What a relief to find a new book about Yugoslavia that makes no attempt to explain recent events. Power and Persuasion looks at a question that is interesting in its own right: How did the Communist Party of Yugoslavia (CPY) seek to disseminate propaganda and transform Yugoslav society in the early period after World War II? To answer that question, Carol Lilly has done meticulous archival and other primary-source research. As a result, her book is useful for historians of Yugoslavia as well as scholars interested in institutional design.
Lilly's book contains an excellent, detailed account of how CPY leaders designed Yugoslav institutions to transform Yugoslav culture and society. The book looks at organizations (such as trade unions, youth groups, and women's groups) and policies (such as those pertaining to censorship, education, and religion), and provides a good overview of how the Yugoslav regime sought to inculcate Communist values. Lilly also discusses the obstacles encountered by Yugoslav leaders, including conflicts over methods within the CPY and the lack of interest among the general population. The descriptive sections of Power and Persuasion are very informative. Unfortunately, a few conceptual errors prevent the book from realizing its full potential. [End Page 82] A book on ideology, no matter how historical, cannot entirely avoid theoretical debates on the subject.
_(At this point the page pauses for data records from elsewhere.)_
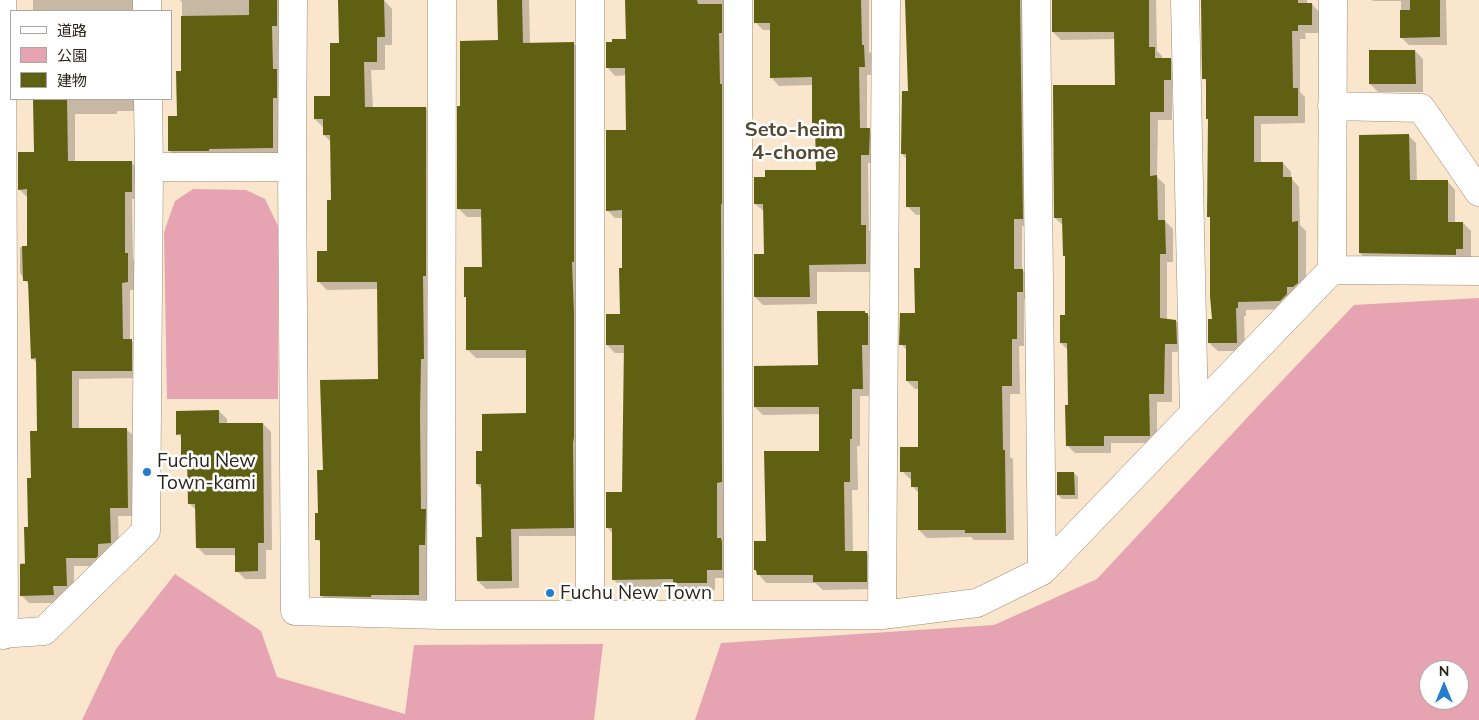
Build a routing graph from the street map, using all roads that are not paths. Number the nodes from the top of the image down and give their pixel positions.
1 (2, 0) edge
2 (293, 0) edge
3 (442, 0) edge
4 (590, 0) edge
5 (738, 0) edge
6 (886, 0) edge
7 (1036, 0) edge
8 (1185, 0) edge
9 (1333, 0) edge
10 (148, 100) edge
11 (1332, 106) junction
12 (149, 167) junction
13 (292, 167) junction
14 (1479, 192) edge
15 (1332, 270) junction
16 (1479, 271) edge
17 (1194, 413) junction
18 (1042, 571) junction
19 (441, 615) junction
20 (590, 615) junction
21 (738, 615) junction
22 (882, 615) junction
23 (2, 635) edge

1 - 23 street
2 - 13 street
3 - 19 street
4 - 20 street
5 - 21 street
6 - 22 street
7 - 18 street
8 - 17 street
9 - 11 street
10 - 12 street
11 - 14 street
11 - 15 street
12 - 13 street
12 - 23 street
13 - 19 street
15 - 16 street
15 - 17 street
17 - 18 street
18 - 22 street
19 - 20 street
20 - 21 street
21 - 22 street

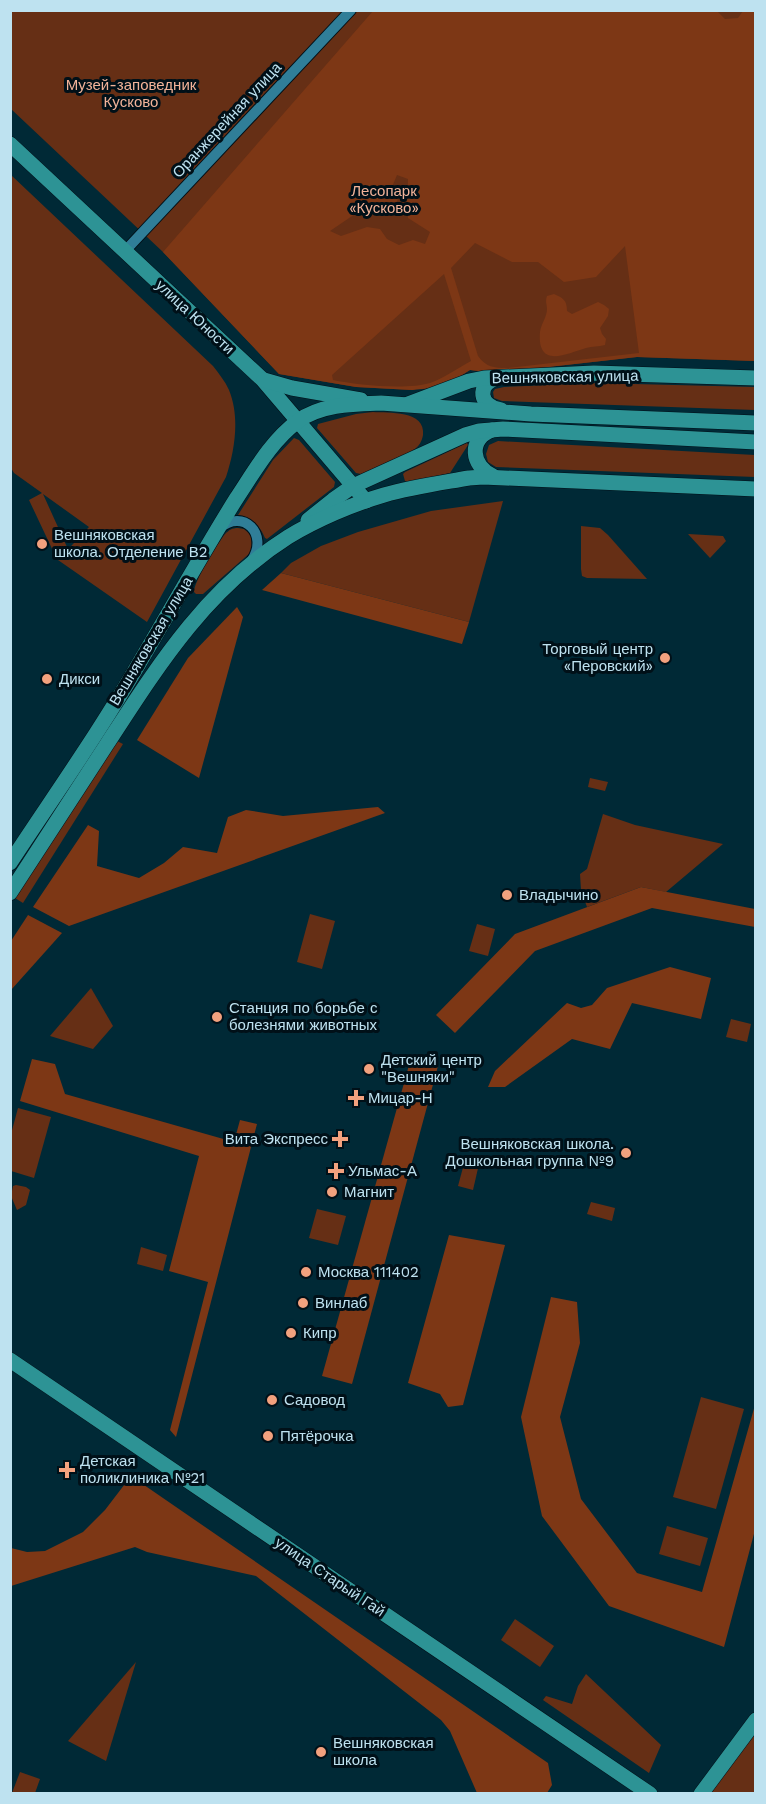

No doubt, some of the most exciting literature on ideology has come out only recently. (See, for example, Mark Kramer's important article, "Ideology and the Cold War," in the October 1999 issue of Review of International Studies, pp.539-576, and his subsequent exchange with William Wohlforth in the April 2000 and January 2001 issues of the same journal.) Nonetheless, the topic is an old one, and Lilly might have devoted at least a portion of her introduction to explaining what she means by "ideology." She cites Clifford Geertz's Interpretation of Cultures but does not discuss his essay on "Ideology and Culture" in that book; and she mentions Steven Lukes's work only in passing. In the introduction she makes the interesting claim that Yugoslav Communists were not merely "ideologues" but "very practical power politicians" (p.3), but she then fails to discuss the relationship between ideology and practice.
Similarly, Lilly provides little systematic description of the content of Yugoslav Communist ideology. She repeatedly emphasizes the CPY's commitment to Marxism-Leninism, but does not detail how Marxism was interpreted by party leaders. More important, she never fully explores the Soviet influence on Yugoslav ideology and institutions. In a historical overview at the beginning of the book, Lilly mentions that the first Yugoslav Constitution and the Yugoslav Five Year Plan of 1947 both followed the Soviet model, and she states that "Yugoslav party leaders clearly considered themselves to be Stalin's most loyal and devoted disciples" (p.26). But she also states that Yugoslav Communists were more independent in their decisions than their Eastern-bloc counterparts. This tension deserves fuller elucidation, especially toward the beginning of the book. To what extent did Moscow involve itself in the details of the Yugoslav social transformation, and to what extent did the CPY copy Soviet institutions wholesale? Did the Soviet Union pressure the CPY to collectivize peasant farms, for instance?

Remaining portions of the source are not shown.